* _Dataset entries_

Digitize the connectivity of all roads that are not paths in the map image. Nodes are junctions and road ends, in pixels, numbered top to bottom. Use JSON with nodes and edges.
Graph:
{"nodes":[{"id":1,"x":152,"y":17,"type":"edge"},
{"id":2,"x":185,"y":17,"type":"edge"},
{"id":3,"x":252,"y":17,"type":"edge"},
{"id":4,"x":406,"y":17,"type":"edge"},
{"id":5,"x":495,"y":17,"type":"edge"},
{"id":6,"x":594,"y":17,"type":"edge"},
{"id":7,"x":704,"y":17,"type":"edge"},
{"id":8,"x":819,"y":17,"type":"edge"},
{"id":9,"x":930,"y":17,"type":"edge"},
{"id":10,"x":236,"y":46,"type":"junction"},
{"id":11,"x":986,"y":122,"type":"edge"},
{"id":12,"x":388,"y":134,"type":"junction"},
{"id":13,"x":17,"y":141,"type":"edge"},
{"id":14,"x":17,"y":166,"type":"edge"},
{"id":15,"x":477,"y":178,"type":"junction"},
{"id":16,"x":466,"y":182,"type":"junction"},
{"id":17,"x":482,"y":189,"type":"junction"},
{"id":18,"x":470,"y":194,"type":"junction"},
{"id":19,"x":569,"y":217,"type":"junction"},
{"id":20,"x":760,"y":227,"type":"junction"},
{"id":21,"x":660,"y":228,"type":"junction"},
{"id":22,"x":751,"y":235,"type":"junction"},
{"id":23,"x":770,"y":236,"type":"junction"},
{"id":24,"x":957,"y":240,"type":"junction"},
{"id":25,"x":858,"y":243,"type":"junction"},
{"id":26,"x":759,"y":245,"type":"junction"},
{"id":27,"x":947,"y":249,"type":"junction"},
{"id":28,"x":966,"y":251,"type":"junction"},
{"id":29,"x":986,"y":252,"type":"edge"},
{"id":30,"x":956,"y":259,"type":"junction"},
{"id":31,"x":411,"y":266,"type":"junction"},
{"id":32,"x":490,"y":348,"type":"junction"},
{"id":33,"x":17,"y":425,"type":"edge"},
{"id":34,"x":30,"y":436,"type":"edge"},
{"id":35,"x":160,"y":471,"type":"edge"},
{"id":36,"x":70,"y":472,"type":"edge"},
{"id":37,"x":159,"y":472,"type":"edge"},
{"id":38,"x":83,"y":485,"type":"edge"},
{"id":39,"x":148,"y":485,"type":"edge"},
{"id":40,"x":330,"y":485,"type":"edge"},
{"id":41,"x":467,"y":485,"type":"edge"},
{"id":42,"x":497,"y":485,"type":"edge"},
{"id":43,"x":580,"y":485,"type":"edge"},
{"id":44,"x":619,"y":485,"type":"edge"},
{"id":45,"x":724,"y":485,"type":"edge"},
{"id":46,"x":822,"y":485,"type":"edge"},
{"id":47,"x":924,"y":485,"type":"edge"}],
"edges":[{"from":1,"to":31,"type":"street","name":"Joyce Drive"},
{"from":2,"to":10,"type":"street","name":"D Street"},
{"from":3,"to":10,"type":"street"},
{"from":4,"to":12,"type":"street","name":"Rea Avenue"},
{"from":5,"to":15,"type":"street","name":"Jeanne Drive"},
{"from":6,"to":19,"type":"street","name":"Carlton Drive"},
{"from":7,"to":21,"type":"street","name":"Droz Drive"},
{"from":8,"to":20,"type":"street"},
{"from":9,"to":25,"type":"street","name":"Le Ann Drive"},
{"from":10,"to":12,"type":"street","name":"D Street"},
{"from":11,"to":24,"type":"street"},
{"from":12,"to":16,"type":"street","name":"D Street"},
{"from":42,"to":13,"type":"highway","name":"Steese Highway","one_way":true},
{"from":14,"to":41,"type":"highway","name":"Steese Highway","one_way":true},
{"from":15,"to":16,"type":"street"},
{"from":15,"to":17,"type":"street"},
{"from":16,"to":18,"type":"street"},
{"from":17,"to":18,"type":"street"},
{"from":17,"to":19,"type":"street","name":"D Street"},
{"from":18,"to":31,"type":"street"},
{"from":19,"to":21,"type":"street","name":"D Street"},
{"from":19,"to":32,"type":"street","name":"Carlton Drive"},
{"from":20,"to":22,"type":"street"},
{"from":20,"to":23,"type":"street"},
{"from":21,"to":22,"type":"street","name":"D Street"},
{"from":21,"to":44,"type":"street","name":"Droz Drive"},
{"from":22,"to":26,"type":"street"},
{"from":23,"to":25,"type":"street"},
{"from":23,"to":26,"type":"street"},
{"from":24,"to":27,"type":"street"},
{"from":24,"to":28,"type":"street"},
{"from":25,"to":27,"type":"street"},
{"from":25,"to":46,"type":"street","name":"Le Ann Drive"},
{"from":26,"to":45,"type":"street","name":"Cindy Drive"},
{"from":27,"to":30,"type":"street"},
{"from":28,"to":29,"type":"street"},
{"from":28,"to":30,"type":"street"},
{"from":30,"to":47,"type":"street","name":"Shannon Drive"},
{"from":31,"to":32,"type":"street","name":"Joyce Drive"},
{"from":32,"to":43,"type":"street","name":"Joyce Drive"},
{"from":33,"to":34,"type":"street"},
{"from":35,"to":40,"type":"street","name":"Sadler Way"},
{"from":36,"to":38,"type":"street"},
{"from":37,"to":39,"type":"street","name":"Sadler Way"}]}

* _Exercise requirements_
Repeat the material word for word, with no line missing.

* _Problem solution_
Digitize the connectivity of all roads that are not paths in the map image. Nodes are junctions and road ends, in pixels, numbered top to bottom. Use JSON with nodes and edges.
Graph:
{"nodes":[{"id":1,"x":152,"y":17,"type":"edge"},
{"id":2,"x":185,"y":17,"type":"edge"},
{"id":3,"x":252,"y":17,"type":"edge"},
{"id":4,"x":406,"y":17,"type":"edge"},
{"id":5,"x":495,"y":17,"type":"edge"},
{"id":6,"x":594,"y":17,"type":"edge"},
{"id":7,"x":704,"y":17,"type":"edge"},
{"id":8,"x":819,"y":17,"type":"edge"},
{"id":9,"x":930,"y":17,"type":"edge"},
{"id":10,"x":236,"y":46,"type":"junction"},
{"id":11,"x":986,"y":122,"type":"edge"},
{"id":12,"x":388,"y":134,"type":"junction"},
{"id":13,"x":17,"y":141,"type":"edge"},
{"id":14,"x":17,"y":166,"type":"edge"},
{"id":15,"x":477,"y":178,"type":"junction"},
{"id":16,"x":466,"y":182,"type":"junction"},
{"id":17,"x":482,"y":189,"type":"junction"},
{"id":18,"x":470,"y":194,"type":"junction"},
{"id":19,"x":569,"y":217,"type":"junction"},
{"id":20,"x":760,"y":227,"type":"junction"},
{"id":21,"x":660,"y":228,"type":"junction"},
{"id":22,"x":751,"y":235,"type":"junction"},
{"id":23,"x":770,"y":236,"type":"junction"},
{"id":24,"x":957,"y":240,"type":"junction"},
{"id":25,"x":858,"y":243,"type":"junction"},
{"id":26,"x":759,"y":245,"type":"junction"},
{"id":27,"x":947,"y":249,"type":"junction"},
{"id":28,"x":966,"y":251,"type":"junction"},
{"id":29,"x":986,"y":252,"type":"edge"},
{"id":30,"x":956,"y":259,"type":"junction"},
{"id":31,"x":411,"y":266,"type":"junction"},
{"id":32,"x":490,"y":348,"type":"junction"},
{"id":33,"x":17,"y":425,"type":"edge"},
{"id":34,"x":30,"y":436,"type":"edge"},
{"id":35,"x":160,"y":471,"type":"edge"},
{"id":36,"x":70,"y":472,"type":"edge"},
{"id":37,"x":159,"y":472,"type":"edge"},
{"id":38,"x":83,"y":485,"type":"edge"},
{"id":39,"x":148,"y":485,"type":"edge"},
{"id":40,"x":330,"y":485,"type":"edge"},
{"id":41,"x":467,"y":485,"type":"edge"},
{"id":42,"x":497,"y":485,"type":"edge"},
{"id":43,"x":580,"y":485,"type":"edge"},
{"id":44,"x":619,"y":485,"type":"edge"},
{"id":45,"x":724,"y":485,"type":"edge"},
{"id":46,"x":822,"y":485,"type":"edge"},
{"id":47,"x":924,"y":485,"type":"edge"}],
"edges":[{"from":1,"to":31,"type":"street","name":"Joyce Drive"},
{"from":2,"to":10,"type":"street","name":"D Street"},
{"from":3,"to":10,"type":"street"},
{"from":4,"to":12,"type":"street","name":"Rea Avenue"},
{"from":5,"to":15,"type":"street","name":"Jeanne Drive"},
{"from":6,"to":19,"type":"street","name":"Carlton Drive"},
{"from":7,"to":21,"type":"street","name":"Droz Drive"},
{"from":8,"to":20,"type":"street"},
{"from":9,"to":25,"type":"street","name":"Le Ann Drive"},
{"from":10,"to":12,"type":"street","name":"D Street"},
{"from":11,"to":24,"type":"street"},
{"from":12,"to":16,"type":"street","name":"D Street"},
{"from":42,"to":13,"type":"highway","name":"Steese Highway","one_way":true},
{"from":14,"to":41,"type":"highway","name":"Steese Highway","one_way":true},
{"from":15,"to":16,"type":"street"},
{"from":15,"to":17,"type":"street"},
{"from":16,"to":18,"type":"street"},
{"from":17,"to":18,"type":"street"},
{"from":17,"to":19,"type":"street","name":"D Street"},
{"from":18,"to":31,"type":"street"},
{"from":19,"to":21,"type":"street","name":"D Street"},
{"from":19,"to":32,"type":"street","name":"Carlton Drive"},
{"from":20,"to":22,"type":"street"},
{"from":20,"to":23,"type":"street"},
{"from":21,"to":22,"type":"street","name":"D Street"},
{"from":21,"to":44,"type":"street","name":"Droz Drive"},
{"from":22,"to":26,"type":"street"},
{"from":23,"to":25,"type":"street"},
{"from":23,"to":26,"type":"street"},
{"from":24,"to":27,"type":"street"},
{"from":24,"to":28,"type":"street"},
{"from":25,"to":27,"type":"street"},
{"from":25,"to":46,"type":"street","name":"Le Ann Drive"},
{"from":26,"to":45,"type":"street","name":"Cindy Drive"},
{"from":27,"to":30,"type":"street"},
{"from":28,"to":29,"type":"street"},
{"from":28,"to":30,"type":"street"},
{"from":30,"to":47,"type":"street","name":"Shannon Drive"},
{"from":31,"to":32,"type":"street","name":"Joyce Drive"},
{"from":32,"to":43,"type":"street","name":"Joyce Drive"},
{"from":33,"to":34,"type":"street"},
{"from":35,"to":40,"type":"street","name":"Sadler Way"},
{"from":36,"to":38,"type":"street"},
{"from":37,"to":39,"type":"street","name":"Sadler Way"}]}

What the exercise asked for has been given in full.